Presque. Selon nos estimations, quand le candidat resté face au RN était d'Ensemble, environ 86 voix de gauche sur 100 se sont reportées sur lui. Quand c'était un candidat LR, environ 86 également. Mais quand c'était un candidat du NFP, à peine plus d'une voix du centre sur deux (environ 51 sur 100) a fait le chemin inverse — et environ une sur six est même allée au RN. Chez les électorats de droite, le report vers un candidat NFP tombe à environ 43 voix sur 100.
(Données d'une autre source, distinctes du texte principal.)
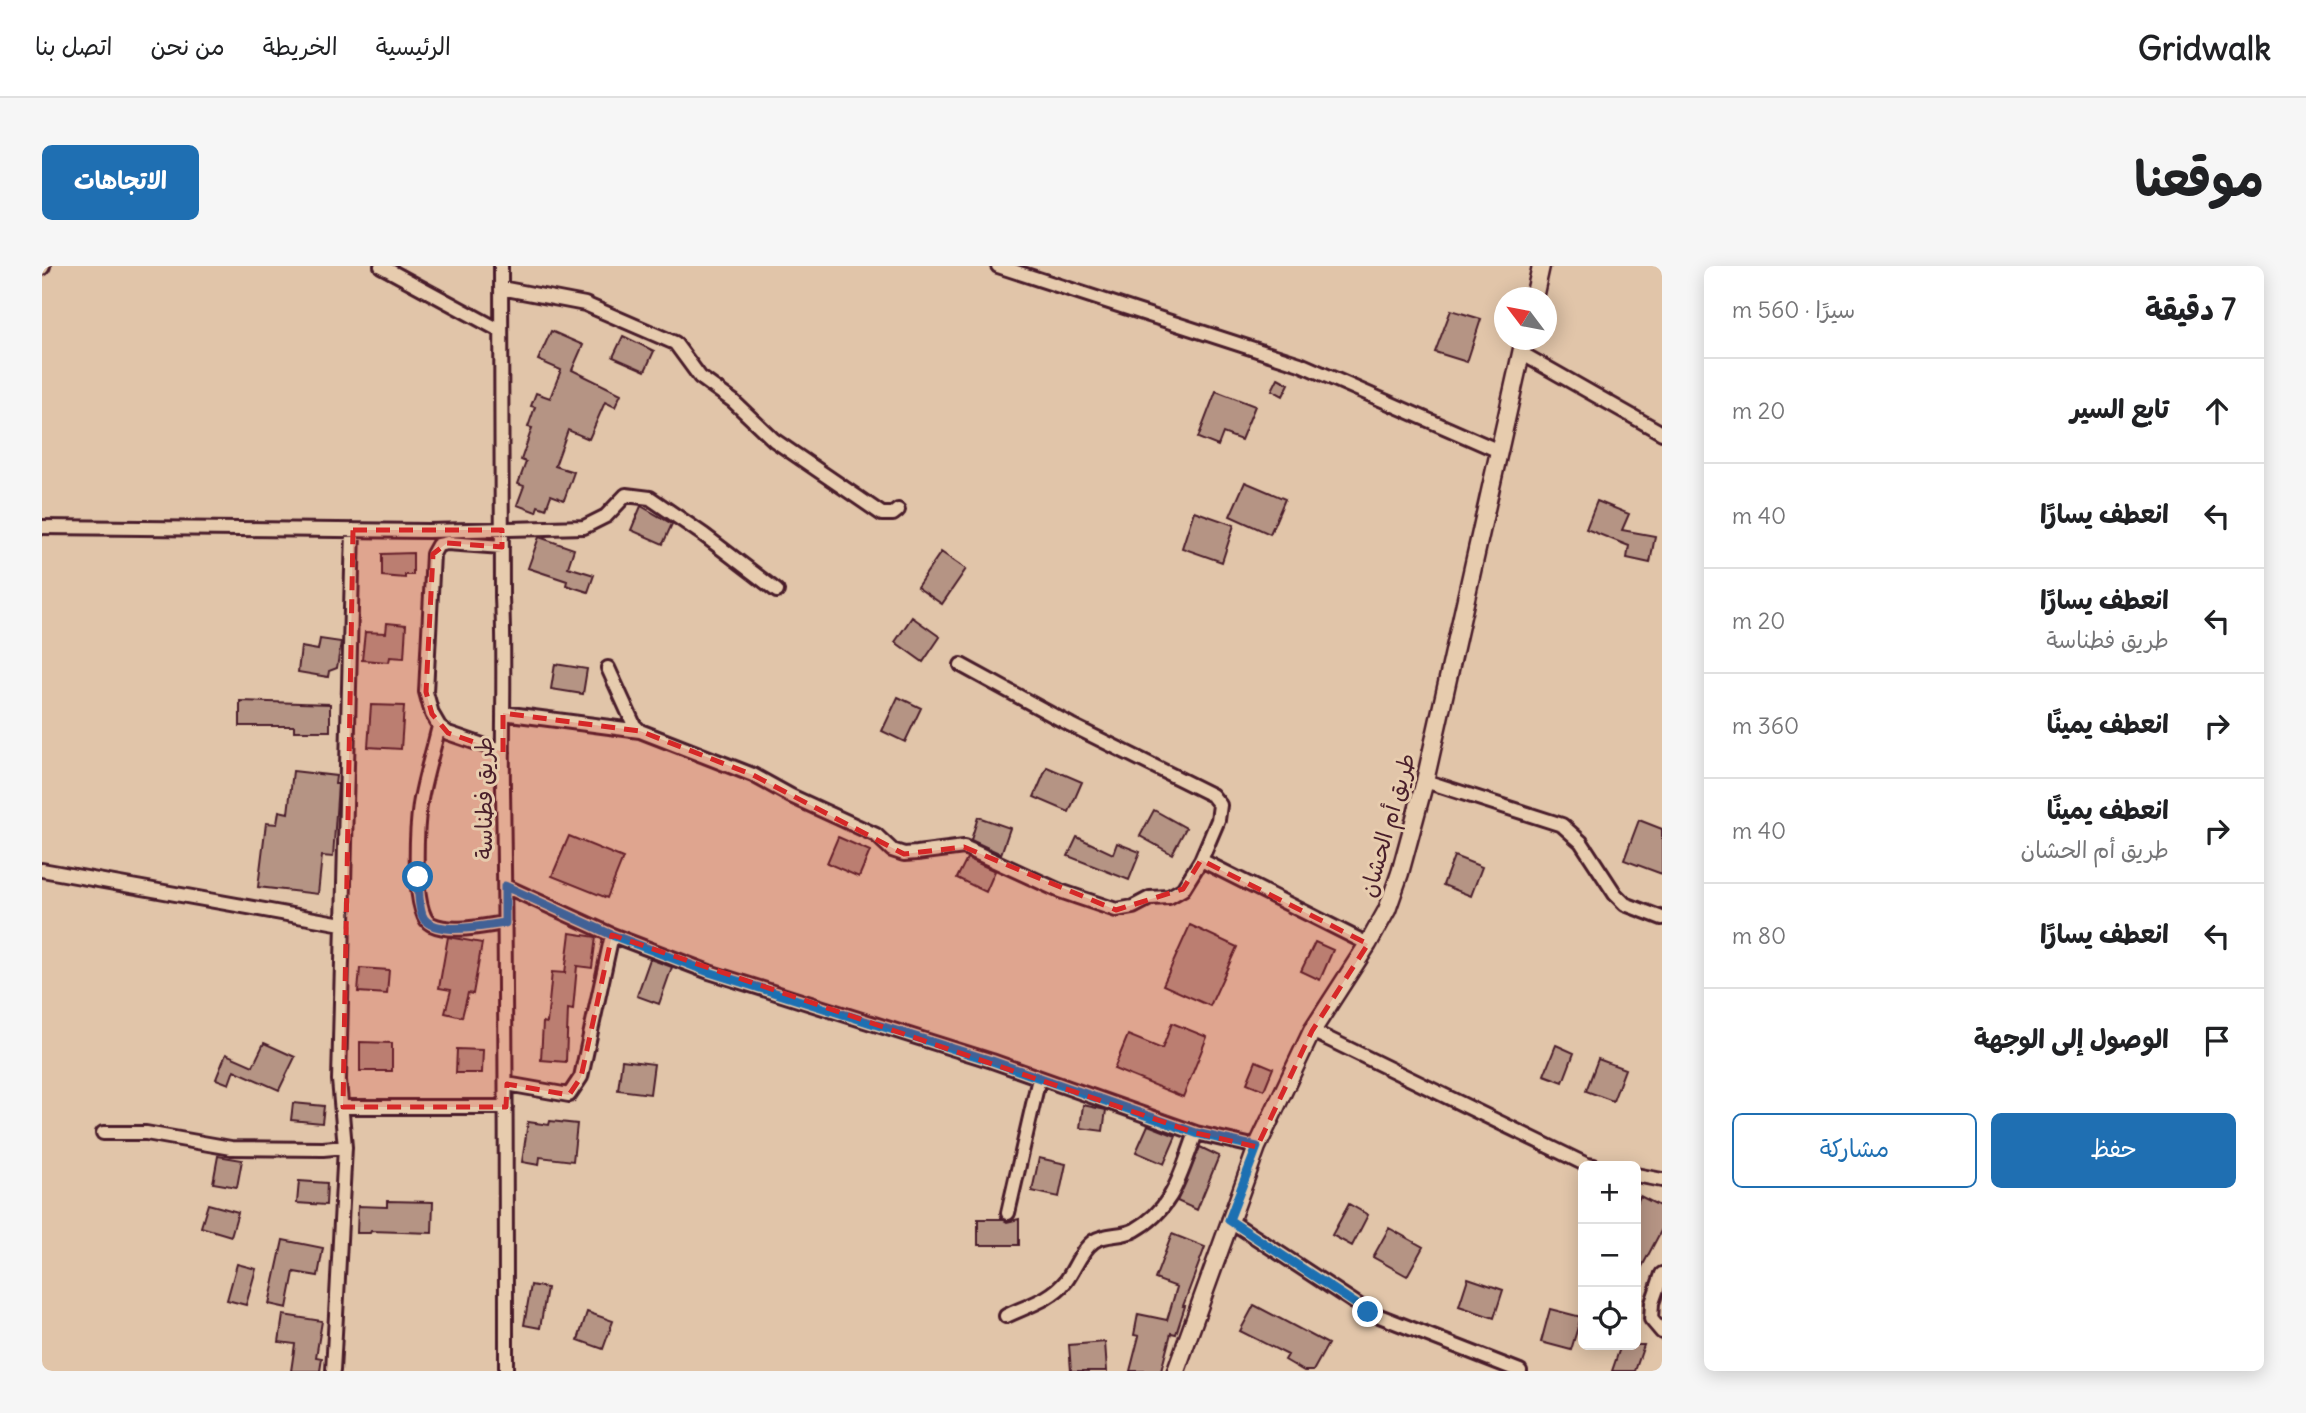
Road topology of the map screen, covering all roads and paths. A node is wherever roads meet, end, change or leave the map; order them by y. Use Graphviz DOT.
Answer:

Autrement dit : la gauche fait barrage pour les autres bien plus que les autres ne font barrage pour elle. Le front républicain de 2024 est réel, mais fortement asymétrique.
Ce sont des estimations calculées à partir des résultats des bureaux de vote. Aucun comportement individuel n'y est observé un par un. Selon la source (nos calculs, sondages de sortie des urnes, enquêtes par panel), le report gauche → Ensemble se situe entre environ 72 et 97 voix sur 100 — la valeur haute (97, issue d'un panel) mesure d'ailleurs un périmètre plus large : le report vers l'ensemble des candidats de barrage, droite comprise. Le sens est sûr ; le chiffre exact ne l'est pas.
Où sont passées les voix qui n'ont pas suivi ?
Dans l'urne blanche, surtout. Dans les duels RN–NFP, la part des bulletins blancs et nuls a bondi de +5,6 points entre les deux tours (d'environ 3 % à environ 8,5 % des votants), contre +2,2 points seulement dans les duels RN–Ensemble. L'abstention, elle, n'a presque pas bougé. Le « ni-ni » ne s'est pas réfugié dans le canapé : il s'est réfugié dans l'urne blanche.
Combien de sièges le front a-t-il déplacés ?
Le RN a obtenu 143 sièges. Le barrage combine deux étapes : d'abord les désistements — des candidats qui se retirent entre les deux tours —, puis les reports de voix de celles et ceux qui restent en lice. Nos simulations posent la question inverse : que se serait-il passé si candidats et électeurs ne s'étaient jamais coordonnés pour faire barrage ? Réponse : entre 292 et 296 sièges pour le RN, au-dessus de la majorité absolue (289) dans tous les cas de figure — soit un écart de l'ordre de 150 sièges, au maximum.
Le scénario « sans front » suppose un monde où plus personne n'a de préférence entre les candidats restants — une hypothèse volontairement extrême. Les ~150 sièges d'écart sont donc un plafond qu'aucune élection réelle n'atteindra sans doute : une France réellement privée de consignes de désistement se serait probablement située quelque part entre 143 et ce maximum.